Insurance Regulators Struggling To Implement Federal Health Law
TALLAHASSEE (CBSMiami) – Insurance regulators across Florida have a Herculean task on their hands.
Conflicting legal requirements and what one described as a "torrential rain" of filings by health insurers are hampering their ability to carry out the federal health law, better known as Obamacare.
Insurance regulators told a House select committee Friday that they need legislative direction about how to deal with a complex mix of issues, including differences between the federal health law and state requirements related to insurance rates, the News Service of Florida reported.
They also face a time crunch, as insurers this spring are slated to start filing for approvals needed to comply with the federal law.

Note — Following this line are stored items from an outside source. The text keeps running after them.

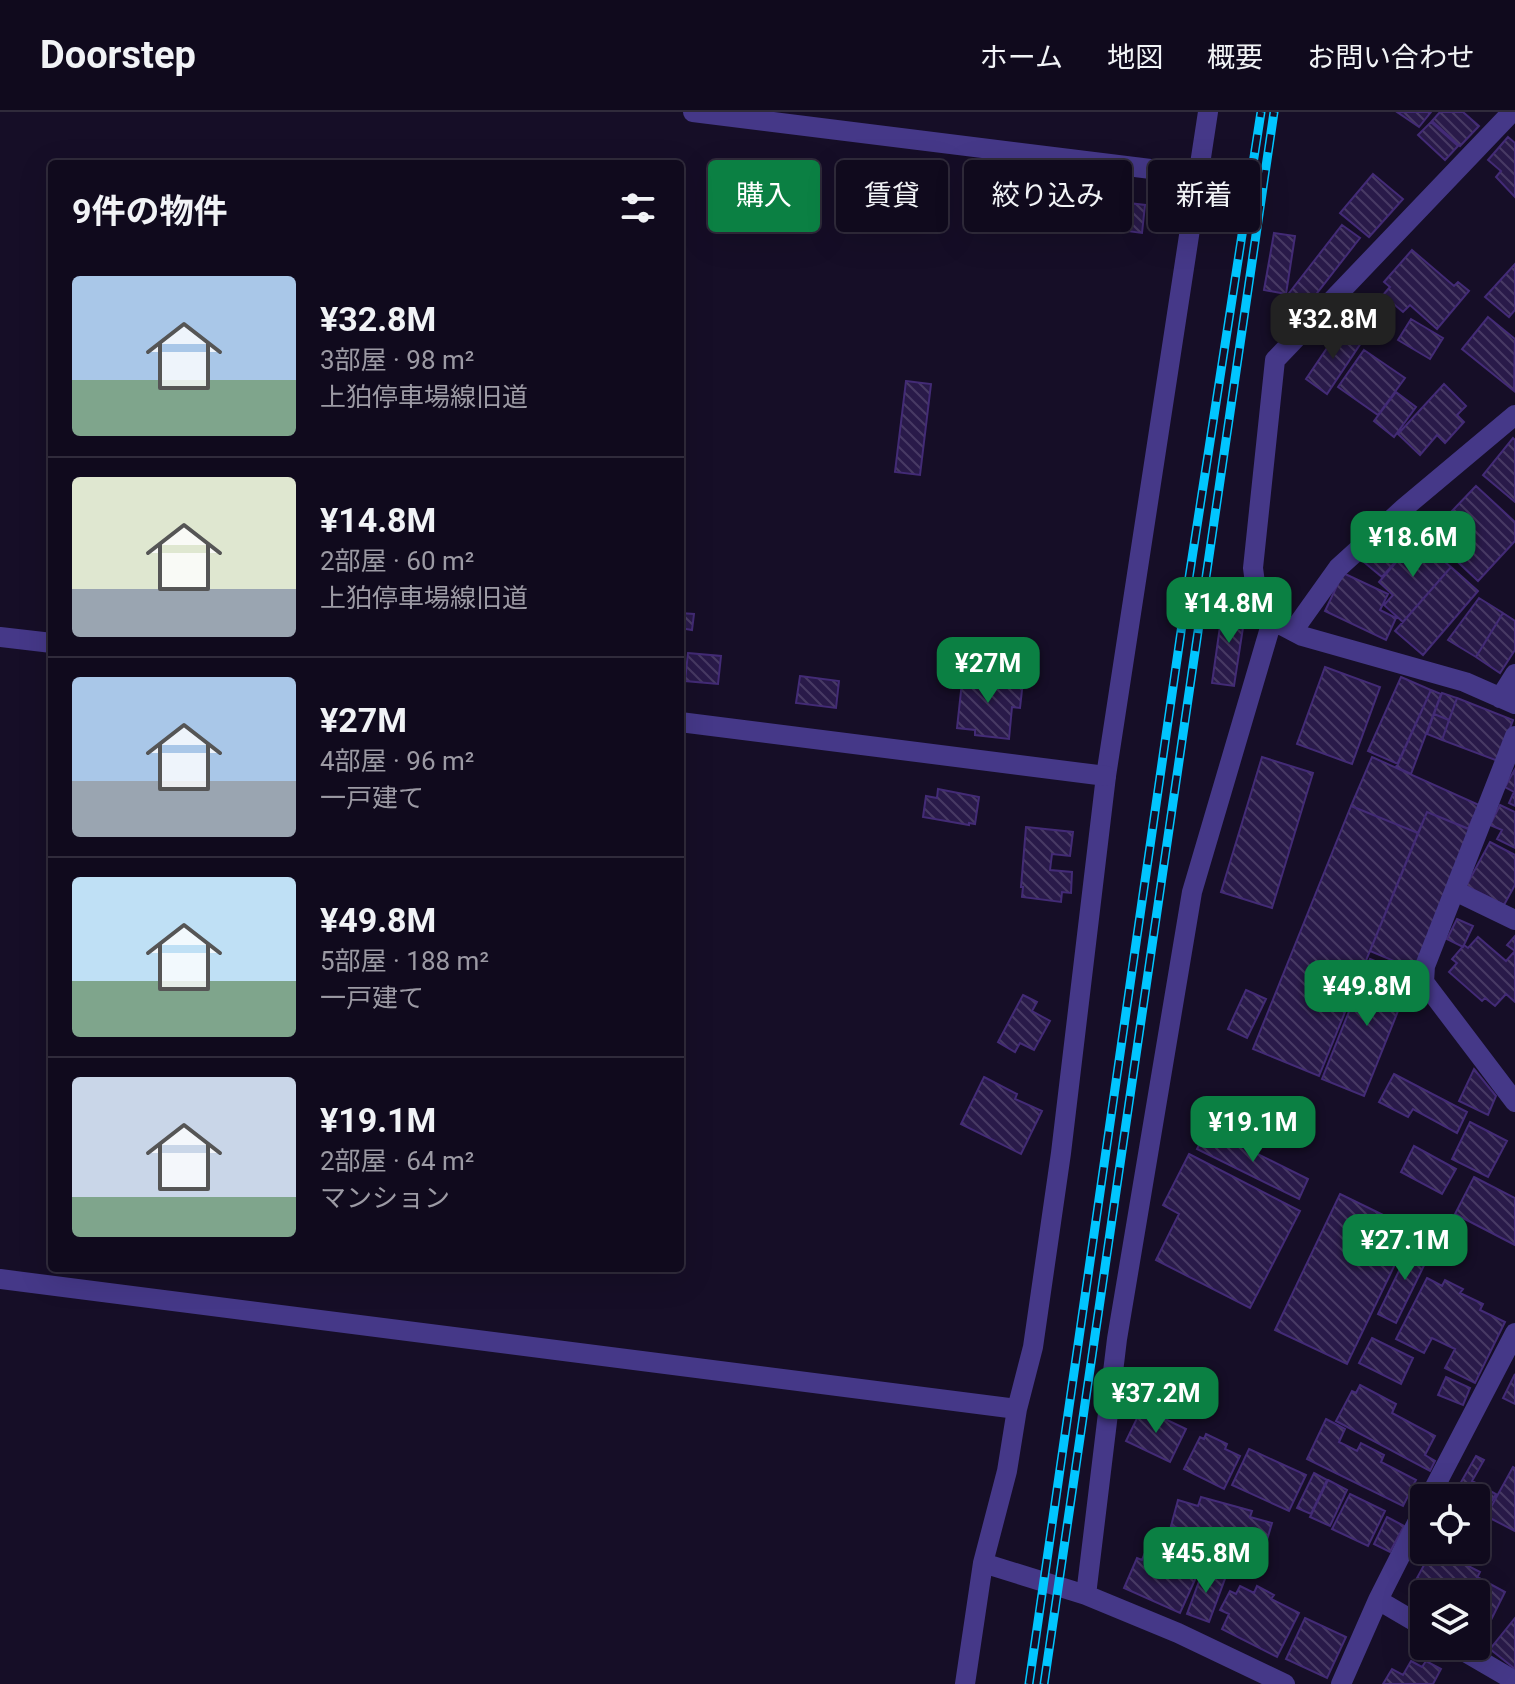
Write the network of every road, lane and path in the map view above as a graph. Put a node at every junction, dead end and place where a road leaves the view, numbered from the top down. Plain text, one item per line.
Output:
1 (693, 112) edge
2 (1208, 112) edge
3 (1512, 112) edge
4 (1201, 160) edge
5 (1148, 169) edge
6 (1190, 232) edge
7 (1515, 415) edge
8 (1272, 621) junction
9 (1293, 631) junction
10 (0, 637) edge
11 (48, 643) edge
12 (1515, 674) edge
13 (1508, 701) edge
14 (684, 723) edge
15 (1515, 736) edge
16 (1106, 776) junction
17 (1455, 891) junction
18 (1515, 920) edge
19 (1515, 1102) edge
20 (0, 1279) edge
21 (1515, 1333) edge
22 (1017, 1409) junction
23 (1436, 1484) edge
24 (1410, 1537) edge
25 (983, 1563) junction
26 (1086, 1595) junction
27 (1378, 1600) junction
28 (1410, 1619) edge
29 (1479, 1660) edge
30 (1515, 1681) edge
31 (965, 1684) edge
32 (1285, 1684) edge
33 (1341, 1684) edge

1 - 5 street
2 - 4 street
3 - 8 street
6 - 16 street
7 - 9 street
8 - 9 street
8 - 26 street
9 - 13 street
10 - 11 street
12 - 13 street
14 - 16 street
15 - 17 street
16 - 22 street
17 - 18 street
17 - 19 street
20 - 22 street
21 - 23 street
22 - 25 street
24 - 27 street
25 - 26 street
25 - 31 street
26 - 32 street
27 - 28 street
27 - 33 street
29 - 30 street

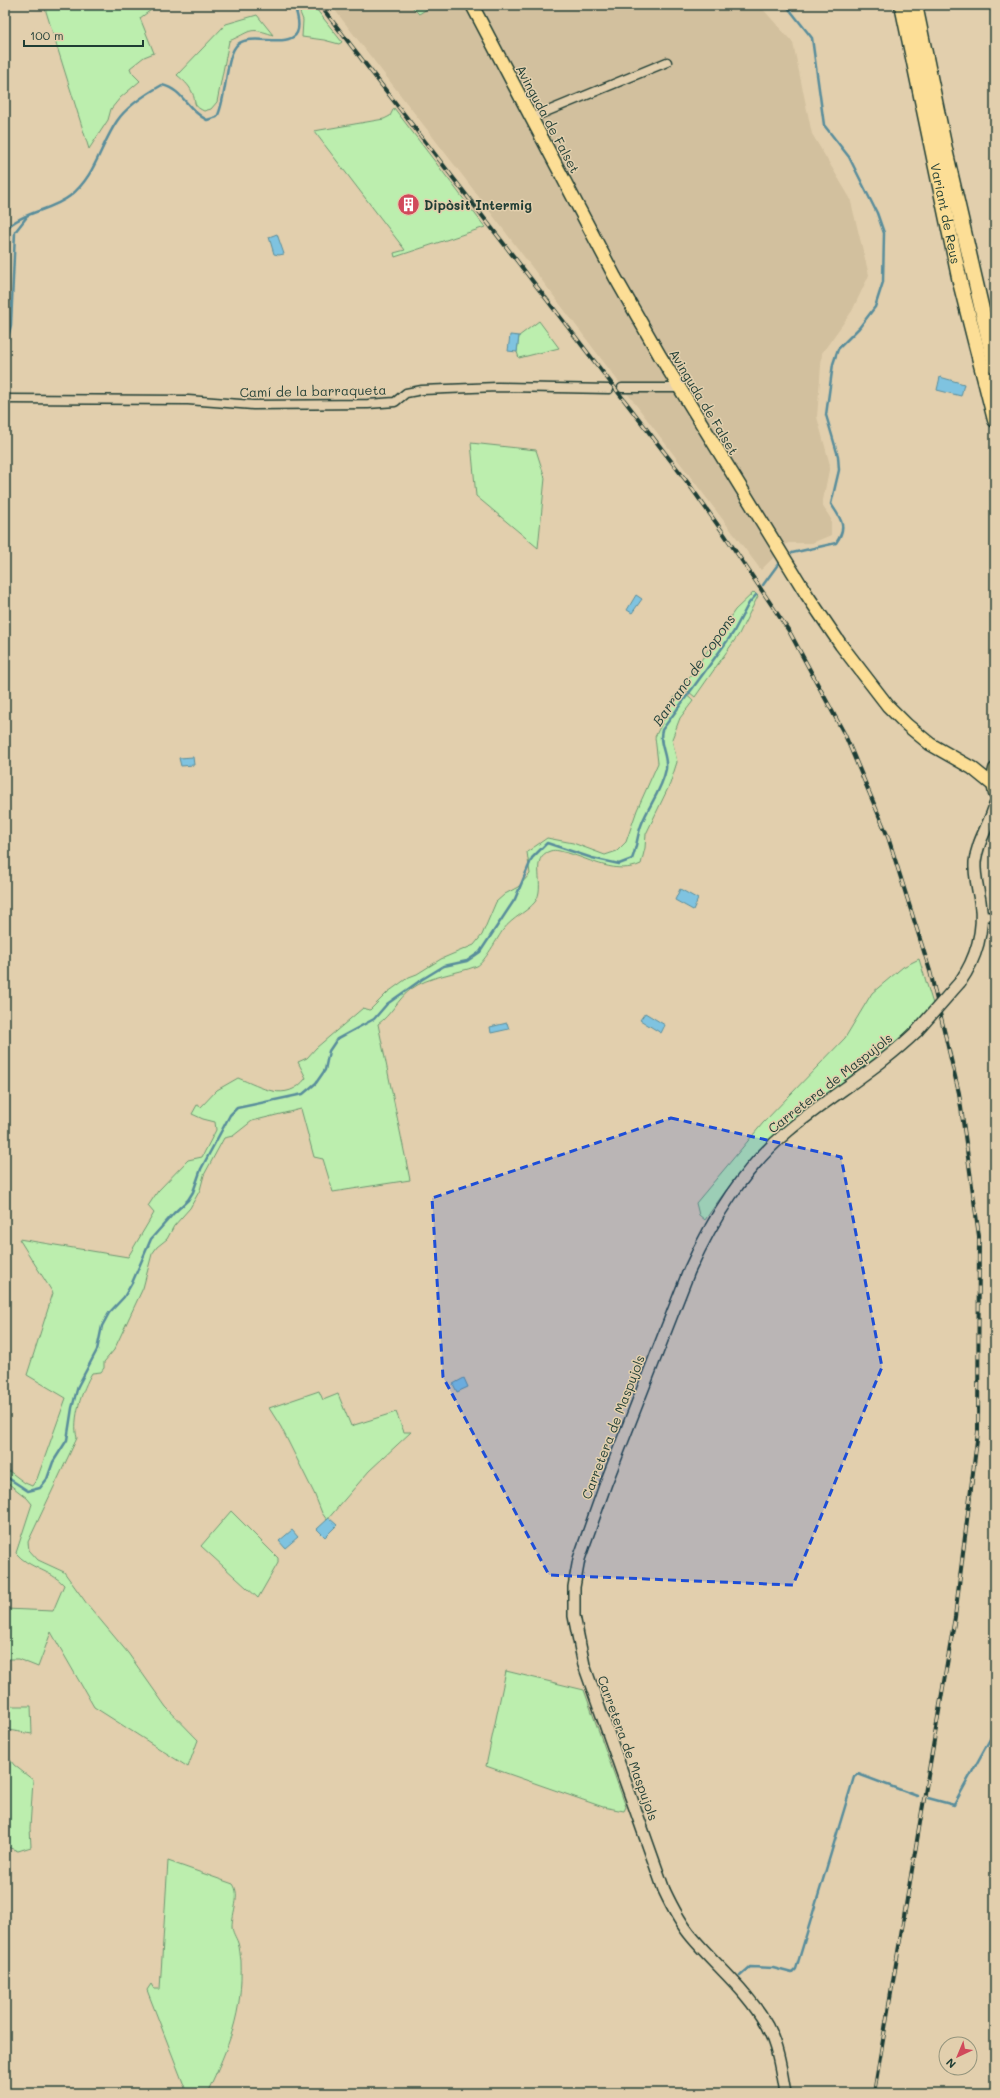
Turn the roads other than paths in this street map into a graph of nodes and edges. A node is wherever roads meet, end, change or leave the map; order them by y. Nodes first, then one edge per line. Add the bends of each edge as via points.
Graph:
1 (472, 5) edge
2 (902, 5) edge
3 (915, 5) edge
4 (667, 62) dead end
5 (532, 118) junction
6 (986, 328) junction
7 (995, 351) edge
8 (995, 366) edge
9 (609, 388) dead end
10 (622, 388) dead end
11 (679, 388) junction
12 (5, 398) edge
13 (995, 420) edge
14 (995, 765) edge
15 (972, 768) junction
16 (995, 769) edge
17 (994, 790) edge
18 (995, 804) edge
19 (995, 821) edge
20 (981, 839) junction
21 (982, 916) junction
22 (995, 916) edge
23 (785, 2093) edge

1 - 5 main road, Avinguda de Falset
2 - 13 highway, Variant de Reus via 960,282
3 - 6 highway, Variant de Reus via 944,147
4 - 5 street
5 - 11 main road, Avinguda de Falset via 615,277
6 - 7 highway
6 - 8 highway, Variant de Reus
9 - 12 street, Camí de la barraqueta via 497,387 422,390 406,393 395,402 253,406 188,400
10 - 11 street
11 - 15 main road, Avinguda de Falset via 807,595 868,682 907,726 930,744
14 - 15 main road
15 - 17 main road, Avinguda de Falset
16 - 17 main road
18 - 20 street, Carretera de Maspujols
19 - 20 street
20 - 21 street, Carretera de Maspujols via 975,871
21 - 22 street
21 - 23 street, Carretera de Maspujols, bridge via 975,956 960,982 917,1030 888,1057 788,1132 748,1171 722,1207 689,1271 584,1544 574,1587 575,1628 584,1665 664,1890 685,1928 736,1983 761,2015 778,2053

That has fueled questions about whether the state Office of Insurance Regulation has enough staff to review the filings.
"The deadlines are so short, and we are really under the gun,'' said Rep. Gayle Harrell, a Stuart Republican who serves on the House Select Committee on PPACA, an acronym for the Patient Protection and Affordable Care Act, the full name of the federal law.
But Democratic lawmakers asked pointed questions about whether regulators are in a bind because state Republican leaders refused for more than two years to carry out the health law, which was approved in 2010 by President Obama and congressional Democrats. Gov. Rick Scott and GOP legislative leaders now face the virtual inevitability of the law fully taking effect, after a landmark U.S. Supreme Court ruling in June and Obama's re-election in November.
"We're reacting now at the eleventh hour, essentially,'' said Rep. Dwight Dudley, a St. Petersburg Democrat who serves on the select committee. "We're flat-footed and completely unprepared to implement the law as it is."
Wences Troncoso, a deputy insurance commissioner, told the committee that the Office of Insurance Regulation had "policy direction" to not work toward implementing the federal law. He said the agency could not move forward without getting direction from the Legislature.
"I don't have the authority to do anything but that,'' Troncoso said.
Belinda Miller, general counsel for the Office of Insurance Regulation, said she doesn't think the agency is being caught "flat-footed." She said, for example, that it has worked to identify conflicts between state regulations and the federal law.
Also, she said the agency drafted legislation about the regulatory issues in 2010 but did not move forward with it. She said there was no "appetite" at the time to pursue the legislation and also pointed to constantly changing federal guidelines.
Perhaps the most-difficult problem facing regulators stems from differences between the federal law and the state insurance code about issues affecting rates. For example, Florida allows rates to vary by gender --- a 25-year-old man, as an illustration, could have lower premiums than a 25-year-old woman --- but the Affordable Care Act will not allow such variations.
Similarly, Florida allows rates to vary more broadly based on age than the Affordable Care Act will allow.
Such conflicts pose something of a conundrum for regulators. If insurers make rate filings that comply with the Affordable Care Act, they might not comply with parts of the state insurance code. That could leave state regulators in the position of denying approval of the filings.
Lawmakers during the spring legislative session could take a variety of approaches to the issues. One possibility would be to change state law to incorporate requirements in the Affordable Care Act.
Also, the state could rely on what is known as federal "preemption'' --- which essentially would involve the Affordable Care Act trumping conflicting state regulations. But Troncoso said regulators are concerned such an approach could create uncertainty and potential litigation, as the different state regulations would remain.
Another possibility, aimed at helping deal with the large number of upcoming filings, would allow insurers to move forward with their offerings without first receiving the usual review and approval from the Office of Insurance Regulation. That would be a temporary step that Troncoso said could help resolve the "bottleneck effect" of insurers filing at the same time.
But that idea already has an influential critic in Sen. Joe Negron, a Stuart Republican who is chairman of a Senate select committee studying the Affordable Care Act.
"I'm not a particular fan of having insurance policies being sold to our constituents without some level of review to make sure that they're fair and appropriate and that they protect the rights of consumers,'' Negron said this week.